[Saved entries]

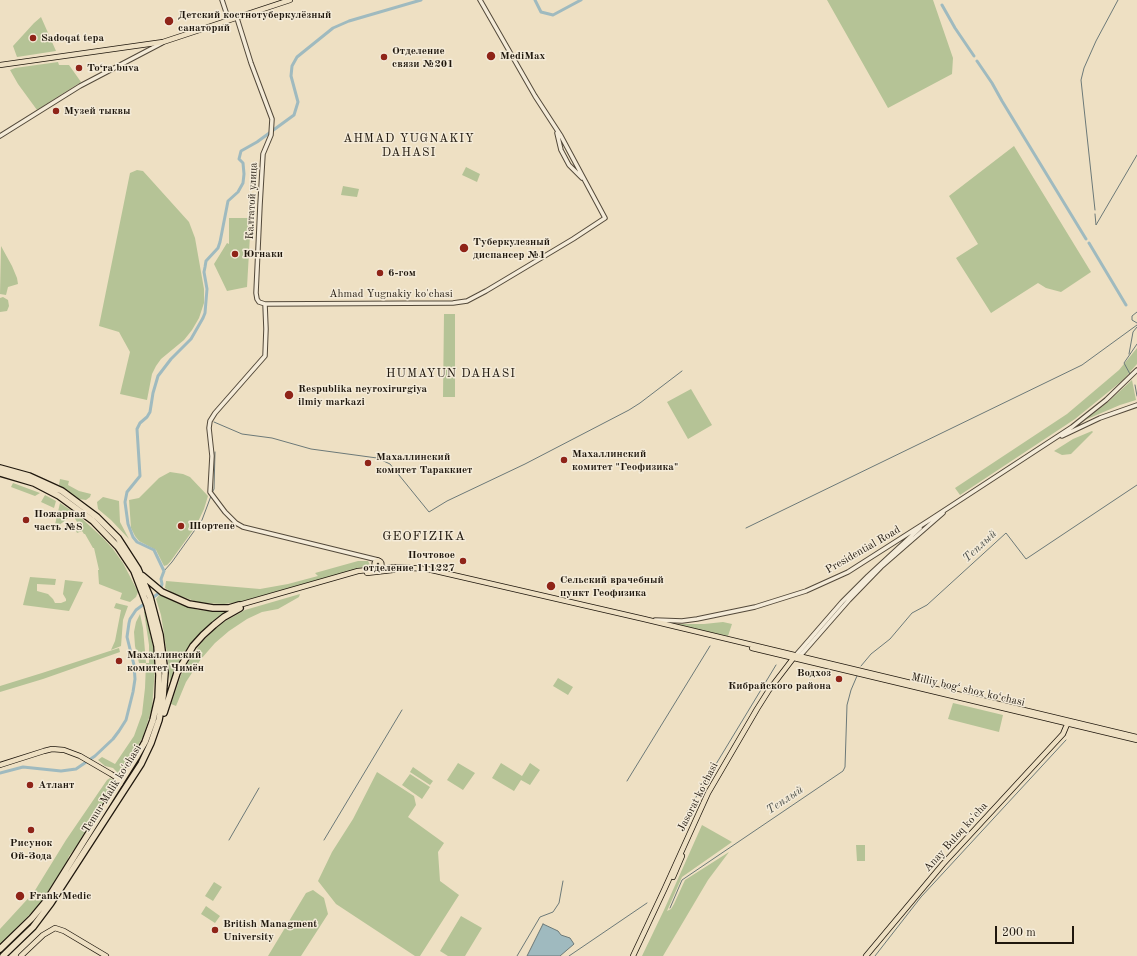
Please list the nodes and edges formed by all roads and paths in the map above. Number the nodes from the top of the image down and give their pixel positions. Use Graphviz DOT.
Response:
graph roads {
  1 [pos="222,0"];
  2 [pos="281,0"];
  3 [pos="290,0"];
  4 [pos="480,0"];
  5 [pos="237,16"];
  6 [pos="228,19"];
  7 [pos="163,42"];
  8 [pos="13,62"];
  9 [pos="0,63"];
  10 [pos="557,132"];
  11 [pos="0,136"];
  12 [pos="585,181"];
  13 [pos="265,304"];
  14 [pos="1137,370"];
  15 [pos="1137,405"];
  16 [pos="1046,443"];
  17 [pos="0,468"];
  18 [pos="0,473"];
  19 [pos="954,504"];
  20 [pos="928,521"];
  21 [pos="378,567"];
  22 [pos="142,574"];
  23 [pos="149,601"];
  24 [pos="240,607"];
  25 [pos="644,619"];
  26 [pos="797,657"];
  27 [pos="1068,722"];
  28 [pos="156,731"];
  29 [pos="1137,737"];
  30 [pos="1137,740"];
  31 [pos="0,765"];
  32 [pos="111,774"];
  33 [pos="125,775"];
  34 [pos="120,784"];
  35 [pos="0,949"];
  36 [pos="3,956"];
  37 [pos="21,956"];
  38 [pos="106,956"];
  39 [pos="634,956"];
  40 [pos="866,956"];
  1 -- 6 [label="street"];
  2 -- 5 [label="main road"];
  3 -- 5 [label="main road"];
  4 -- 10 [label="street, Ahmad Yugnakiy ko'chasi"];
  5 -- 6 [label="main road"];
  5 -- 13 [label="street, Калтатой улица"];
  6 -- 7 [label="main road"];
  6 -- 8 [label="main road"];
  7 -- 8 [label="main road"];
  7 -- 11 [label="street"];
  8 -- 9 [label="main road"];
  10 -- 12 [label="street, Ahmad Yugnakiy ko'chasi"];
  10 -- 12 [label="street, Ahmad Yugnakiy ko'chasi"];
  12 -- 13 [label="street, Ahmad Yugnakiy ko'chasi"];
  13 -- 21 [label="street"];
  14 -- 16 [label="street, Presidential Road"];
  15 -- 16 [label="street, Presidential Road"];
  16 -- 19 [label="street, Presidential Road"];
  17 -- 22 [label="highway, Temur Malik ko'chasi"];
  18 -- 23 [label="highway, Temur Malik ko'chasi"];
  19 -- 20 [label="street, Presidential Road"];
  19 -- 26 [label="street"];
  20 -- 25 [label="street, Presidential Road"];
  20 -- 26 [label="street"];
  21 -- 24 [label="main road"];
  21 -- 25 [label="main road"];
  21 -- 26 [label="main road"];
  22 -- 23 [label="highway, Temur Malik ko'chasi"];
  22 -- 24 [label="highway"];
  23 -- 28 [label="highway, Temur Malik ko'chasi"];
  23 -- 33 [label="highway, Temur Malik ko'chasi"];
  24 -- 28 [label="highway"];
  25 -- 26 [label="main road"];
  26 -- 27 [label="main road, Milliy bog‘ shox ko‘chasi"];
  26 -- 39 [label="main road, Jasorat koʻchasi"];
  27 -- 29 [label="main road, Milliy bog‘ shox ko‘chasi"];
  27 -- 30 [label="main road, Milliy bog‘ shox ko‘chasi"];
  27 -- 40 [label="main road, Anay Buloq ko'cha"];
  28 -- 36 [label="highway, Temur Malik ko'chasi"];
  31 -- 32 [label="main road"];
  32 -- 33 [label="main road"];
  32 -- 34 [label="main road"];
  33 -- 34 [label="highway, Temur Malik ko'chasi"];
  34 -- 35 [label="highway, Temur Malik ko'chasi"];
  37 -- 38 [label="main road"];
}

**WORK ITEM:** A line qualifies when it holds the word "Yugnakiy"; report all qualifying lines from the records above.

**SOLUTION FOR THIS PROBLEM:**
  4 -- 10 [label="street, Ahmad Yugnakiy ko'chasi"];
  10 -- 12 [label="street, Ahmad Yugnakiy ko'chasi"];
  10 -- 12 [label="street, Ahmad Yugnakiy ko'chasi"];
  12 -- 13 [label="street, Ahmad Yugnakiy ko'chasi"];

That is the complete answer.